DIRECTIONS FOR THIS TASK ::
Run through the records and show each line that includes the string "from".

GIVEN DATA ::

^^^^^^^^

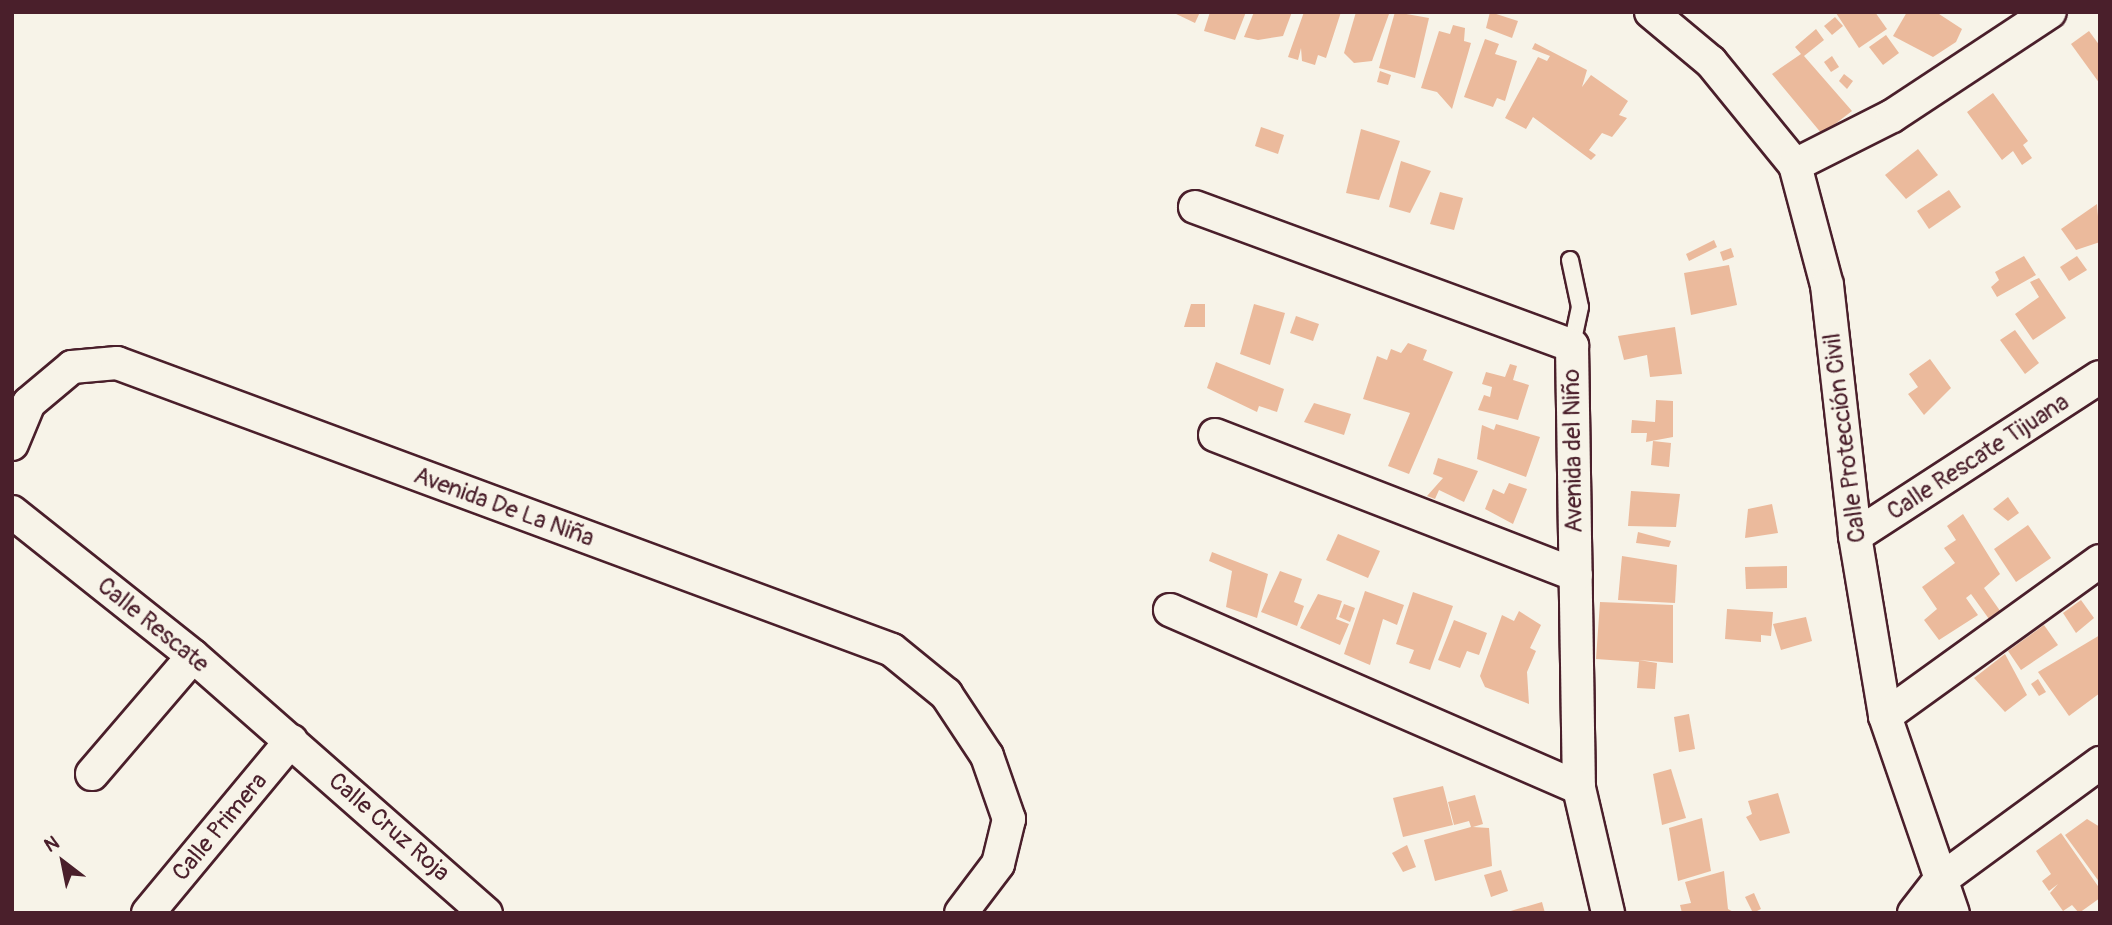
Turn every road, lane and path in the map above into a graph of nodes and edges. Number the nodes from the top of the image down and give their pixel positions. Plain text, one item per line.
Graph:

^^^^^^^^

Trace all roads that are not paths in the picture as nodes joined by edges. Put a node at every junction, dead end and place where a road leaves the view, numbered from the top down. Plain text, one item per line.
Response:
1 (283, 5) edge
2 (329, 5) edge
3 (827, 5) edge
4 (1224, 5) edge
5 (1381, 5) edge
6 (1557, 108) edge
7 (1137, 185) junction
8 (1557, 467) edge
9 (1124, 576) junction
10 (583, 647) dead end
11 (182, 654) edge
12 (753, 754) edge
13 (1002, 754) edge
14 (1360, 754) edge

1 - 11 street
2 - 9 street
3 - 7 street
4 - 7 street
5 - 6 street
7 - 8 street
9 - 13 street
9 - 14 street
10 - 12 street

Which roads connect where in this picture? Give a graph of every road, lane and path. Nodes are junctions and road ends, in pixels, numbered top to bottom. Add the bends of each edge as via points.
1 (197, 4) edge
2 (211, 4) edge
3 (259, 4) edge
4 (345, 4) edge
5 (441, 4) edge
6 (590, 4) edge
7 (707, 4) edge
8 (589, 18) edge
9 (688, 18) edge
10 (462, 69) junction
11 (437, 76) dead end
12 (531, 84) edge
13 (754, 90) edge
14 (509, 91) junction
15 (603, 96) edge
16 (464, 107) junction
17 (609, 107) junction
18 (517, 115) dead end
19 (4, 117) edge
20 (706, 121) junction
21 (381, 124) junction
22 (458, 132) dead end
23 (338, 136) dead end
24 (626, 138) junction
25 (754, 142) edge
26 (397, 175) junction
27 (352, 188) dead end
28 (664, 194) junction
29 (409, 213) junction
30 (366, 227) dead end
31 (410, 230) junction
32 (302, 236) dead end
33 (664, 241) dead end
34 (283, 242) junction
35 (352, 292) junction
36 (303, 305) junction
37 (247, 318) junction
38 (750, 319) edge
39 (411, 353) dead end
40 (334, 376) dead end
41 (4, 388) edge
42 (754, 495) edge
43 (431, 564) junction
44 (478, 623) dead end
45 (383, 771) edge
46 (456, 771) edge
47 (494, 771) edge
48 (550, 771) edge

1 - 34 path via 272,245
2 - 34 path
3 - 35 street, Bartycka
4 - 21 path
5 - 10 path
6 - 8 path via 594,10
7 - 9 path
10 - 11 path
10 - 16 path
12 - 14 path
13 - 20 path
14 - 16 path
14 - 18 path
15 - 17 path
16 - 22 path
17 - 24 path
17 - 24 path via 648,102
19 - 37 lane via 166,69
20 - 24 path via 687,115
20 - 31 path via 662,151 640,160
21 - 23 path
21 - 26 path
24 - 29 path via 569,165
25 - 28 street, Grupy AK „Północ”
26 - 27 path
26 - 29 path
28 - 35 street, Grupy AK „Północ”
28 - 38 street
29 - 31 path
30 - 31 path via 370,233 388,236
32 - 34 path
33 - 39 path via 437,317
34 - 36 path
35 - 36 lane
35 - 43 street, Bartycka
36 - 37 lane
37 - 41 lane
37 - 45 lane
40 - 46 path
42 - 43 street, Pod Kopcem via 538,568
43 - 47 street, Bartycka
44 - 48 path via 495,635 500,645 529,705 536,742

^^^^^^^^

RESPONSE TO THE TASK ::
Turn every road, lane and path in the map above into a graph of nodes and edges. Number the nodes from the top of the image down and give their pixel positions. Plain text, one item per line.
Trace all roads that are not paths in the picture as nodes joined by edges. Put a node at every junction, dead end and place where a road leaves the view, numbered from the top down. Plain text, one item per line.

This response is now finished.